## Task requirements
Select and reproduce each line of the listing below that bears the string "Leisure".

## Task input
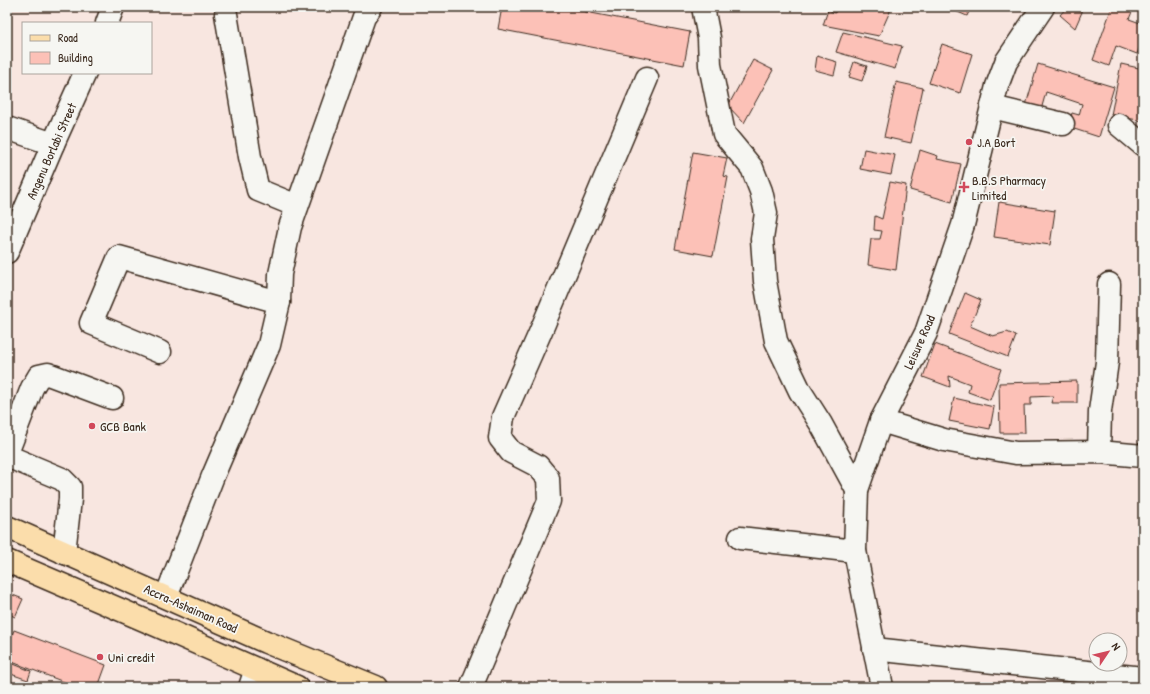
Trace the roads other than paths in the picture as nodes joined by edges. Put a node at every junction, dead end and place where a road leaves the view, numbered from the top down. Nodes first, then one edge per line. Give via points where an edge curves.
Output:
1 (114, 7) edge
2 (371, 7) edge
3 (703, 7) edge
4 (1043, 7) edge
5 (226, 14) dead end
6 (107, 22) edge
7 (85, 74) edge
8 (647, 78) dead end
9 (992, 107) junction
10 (1062, 124) dead end
11 (1119, 125) dead end
12 (7, 128) edge
13 (53, 144) junction
14 (1143, 145) edge
15 (297, 206) junction
16 (7, 252) edge
17 (1109, 284) dead end
18 (279, 302) junction
19 (160, 352) dead end
20 (112, 398) dead end
21 (881, 421) junction
22 (1099, 452) junction
23 (7, 455) edge
24 (1143, 456) edge
25 (857, 490) junction
26 (7, 527) edge
27 (740, 538) dead end
28 (855, 551) junction
29 (64, 553) junction
30 (7, 561) edge
31 (166, 597) junction
32 (874, 649) junction
33 (253, 678) edge
34 (1143, 678) edge
35 (297, 687) edge
36 (376, 687) edge
37 (471, 687) edge
38 (882, 687) edge

1 - 6 street
2 - 15 street via 364,17
3 - 25 street via 709,38 710,65 724,134 752,168 766,213 762,239 765,281 776,341 800,391
4 - 9 street, Leisure Road via 1006,62
5 - 15 street via 258,190
7 - 13 street, Angenu Borlabi Street
8 - 37 street via 544,326 503,417 500,438 511,452 538,466 548,478 549,501
9 - 10 street
9 - 21 street, Leisure Road via 963,225 926,333
11 - 14 street
12 - 13 street
13 - 16 street, Angenu Borlabi Street
15 - 18 street via 280,274
17 - 22 street via 1107,362 1100,411
18 - 19 street via 119,257 91,323
18 - 31 street via 269,345 213,476
20 - 23 street via 48,374 39,376
21 - 22 street via 944,440 1016,453
21 - 25 street, Leisure Road
22 - 24 street
23 - 29 street via 62,479 70,487
25 - 28 street, Leisure Road
26 - 29 main road, Accra-Ashaiman Road
27 - 28 street
28 - 32 street, Leisure Road
29 - 31 main road, Accra-Ashaiman Road
30 - 33 main road
31 - 36 main road, Accra-Ashaiman Road
32 - 34 street
32 - 38 street, Leisure Road
33 - 35 main road

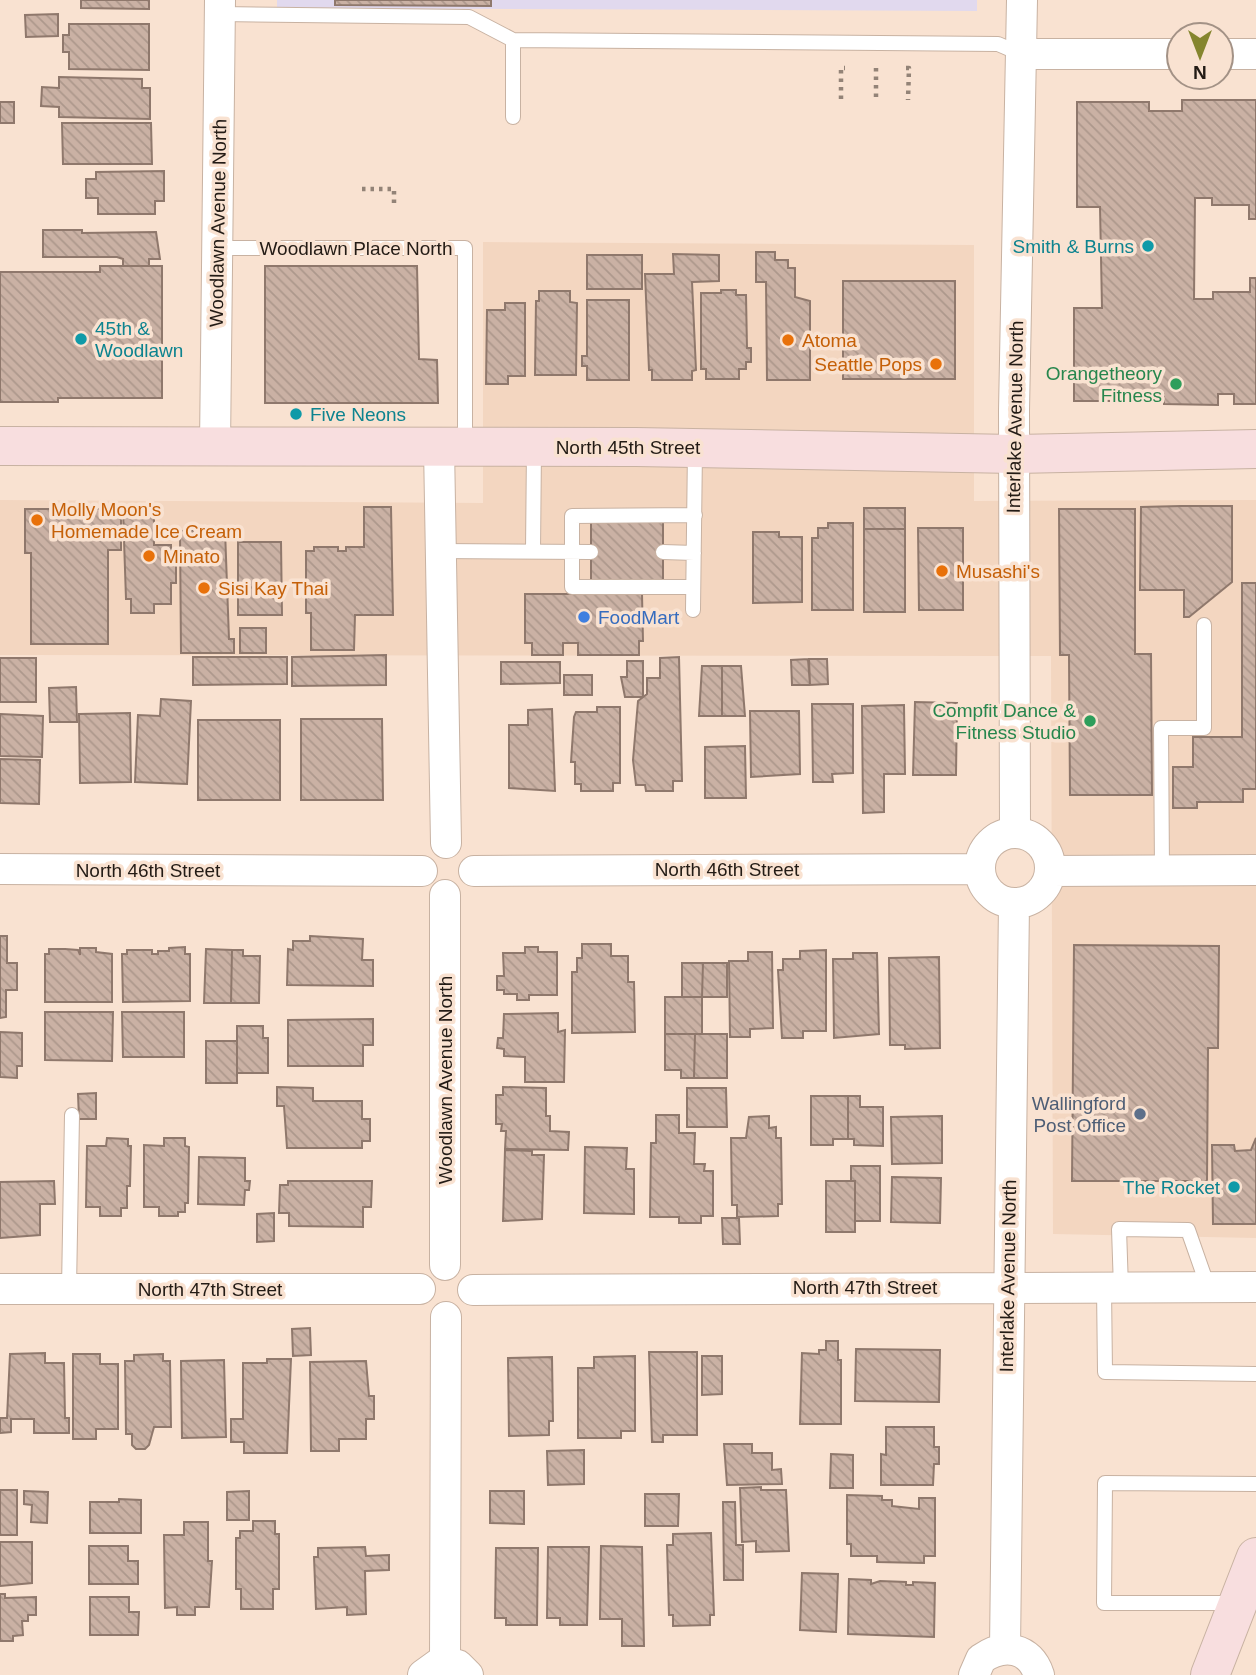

## Your solution
4 - 9 street, Leisure Road via 1006,62
9 - 21 street, Leisure Road via 963,225 926,333
21 - 25 street, Leisure Road
25 - 28 street, Leisure Road
28 - 32 street, Leisure Road
32 - 38 street, Leisure Road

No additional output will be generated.